> _INSTRUCTIONS TO FOLLOW_:
Below are records to repeat exactly; do not include any pictures.

> _EXERCISE DATA_:
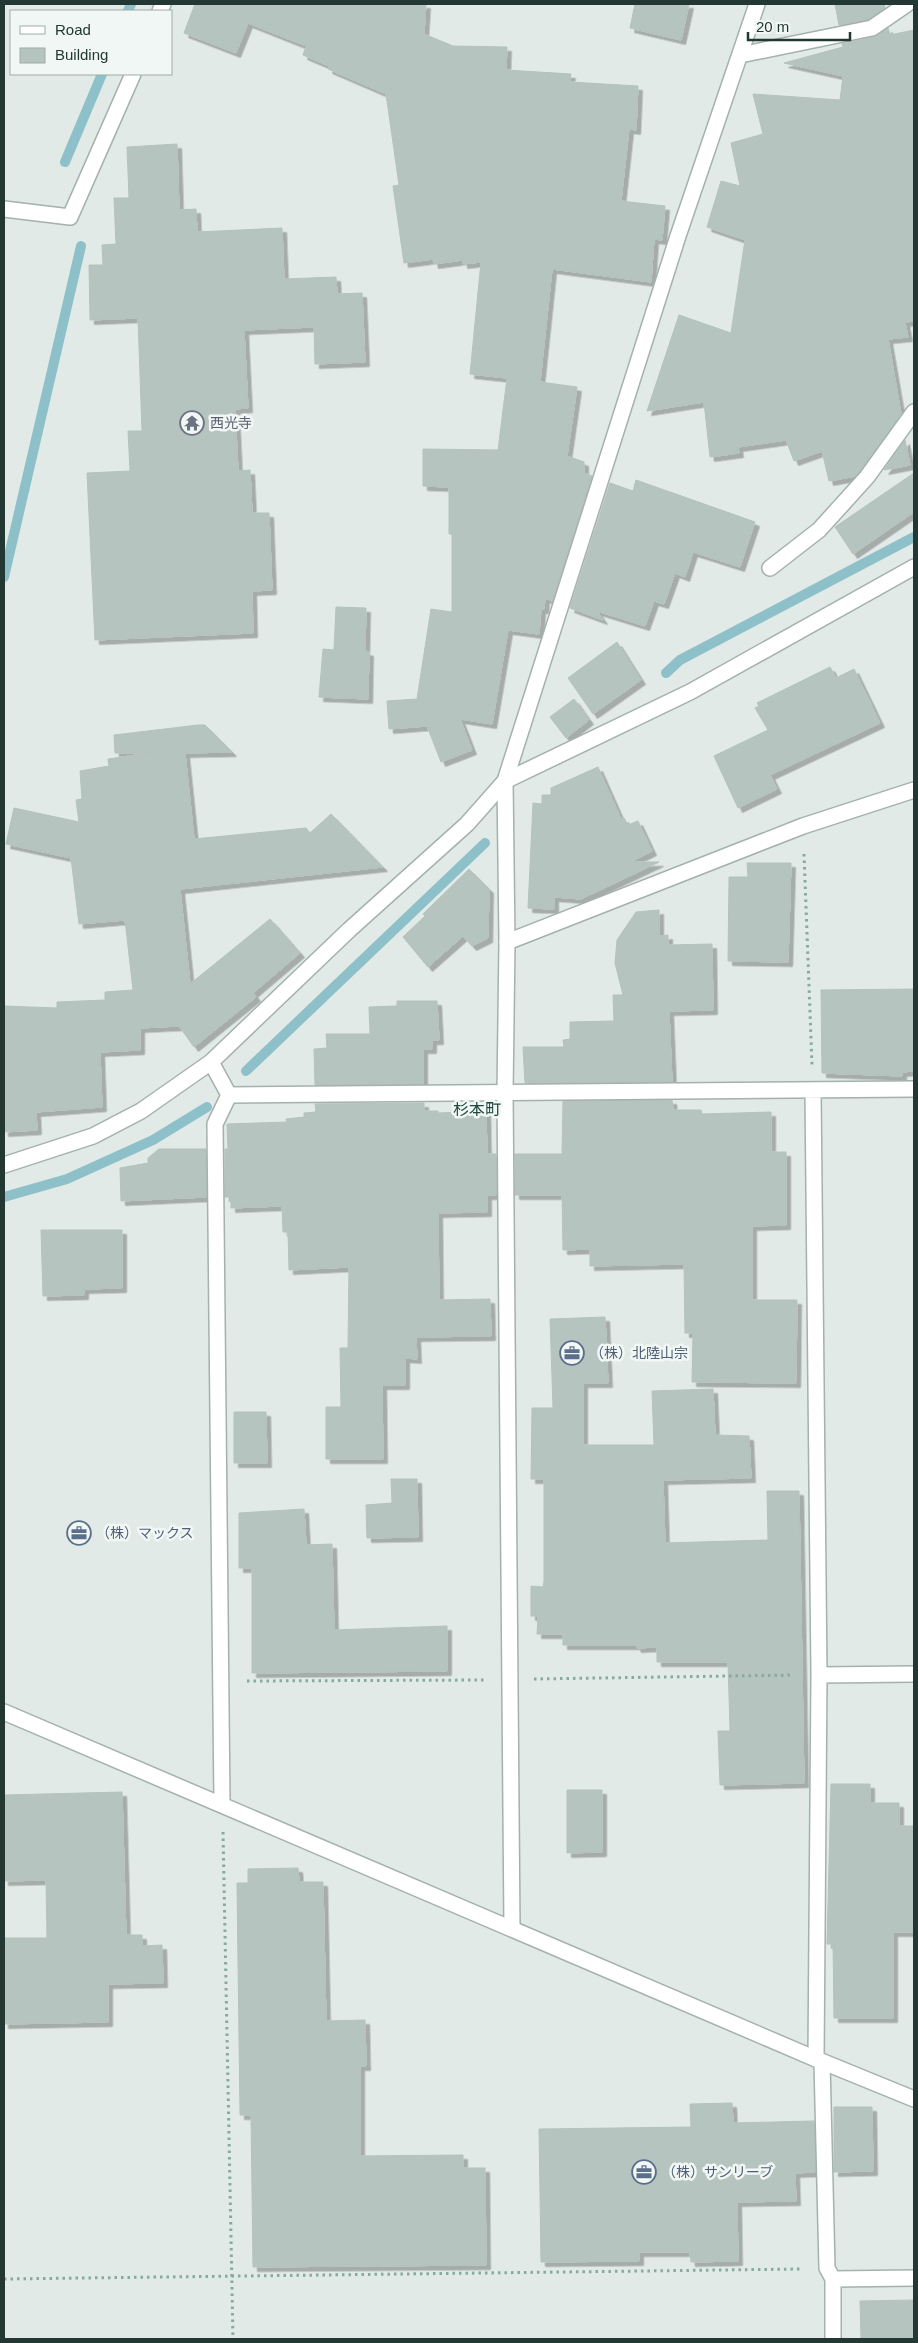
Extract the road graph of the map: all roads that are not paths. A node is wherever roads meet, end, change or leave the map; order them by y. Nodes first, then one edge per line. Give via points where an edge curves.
1 (757, 4) edge
2 (907, 4) edge
3 (740, 55) junction
4 (133, 75) edge
5 (4, 209) edge
6 (914, 412) edge
7 (914, 567) edge
8 (770, 568) dead end
9 (505, 781) junction
10 (914, 790) edge
11 (507, 942) junction
12 (212, 1062) junction
13 (914, 1089) edge
14 (813, 1090) junction
15 (505, 1093) junction
16 (229, 1095) junction
17 (4, 1166) edge
18 (914, 1674) edge
19 (819, 1675) junction
20 (4, 1712) edge
21 (222, 1804) junction
22 (512, 1930) junction
23 (819, 2060) junction
24 (914, 2099) edge
25 (830, 2274) junction
26 (914, 2278) edge
27 (834, 2339) edge

1 - 3 street
2 - 3 street via 872,28
3 - 9 street via 678,236
4 - 5 street via 70,217
6 - 8 street via 867,478 819,530
7 - 9 street via 690,692
9 - 11 street
9 - 12 street via 467,824 349,930
10 - 11 street via 803,826
11 - 15 street
12 - 16 street
12 - 17 street via 141,1111 93,1136
13 - 14 street
14 - 15 street
14 - 19 street
15 - 16 street
15 - 22 street
16 - 21 street via 215,1124
18 - 19 street
19 - 23 street
20 - 21 street
21 - 22 street
22 - 23 street
23 - 24 street
23 - 25 street
25 - 26 street
25 - 27 street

> _EXERCISE RESPONSE_:
Extract the road graph of the map: all roads that are not paths. A node is wherever roads meet, end, change or leave the map; order them by y. Nodes first, then one edge per line. Give via points where an edge curves.
1 (757, 4) edge
2 (907, 4) edge
3 (740, 55) junction
4 (133, 75) edge
5 (4, 209) edge
6 (914, 412) edge
7 (914, 567) edge
8 (770, 568) dead end
9 (505, 781) junction
10 (914, 790) edge
11 (507, 942) junction
12 (212, 1062) junction
13 (914, 1089) edge
14 (813, 1090) junction
15 (505, 1093) junction
16 (229, 1095) junction
17 (4, 1166) edge
18 (914, 1674) edge
19 (819, 1675) junction
20 (4, 1712) edge
21 (222, 1804) junction
22 (512, 1930) junction
23 (819, 2060) junction
24 (914, 2099) edge
25 (830, 2274) junction
26 (914, 2278) edge
27 (834, 2339) edge

1 - 3 street
2 - 3 street via 872,28
3 - 9 street via 678,236
4 - 5 street via 70,217
6 - 8 street via 867,478 819,530
7 - 9 street via 690,692
9 - 11 street
9 - 12 street via 467,824 349,930
10 - 11 street via 803,826
11 - 15 street
12 - 16 street
12 - 17 street via 141,1111 93,1136
13 - 14 street
14 - 15 street
14 - 19 street
15 - 16 street
15 - 22 street
16 - 21 street via 215,1124
18 - 19 street
19 - 23 street
20 - 21 street
21 - 22 street
22 - 23 street
23 - 24 street
23 - 25 street
25 - 26 street
25 - 27 street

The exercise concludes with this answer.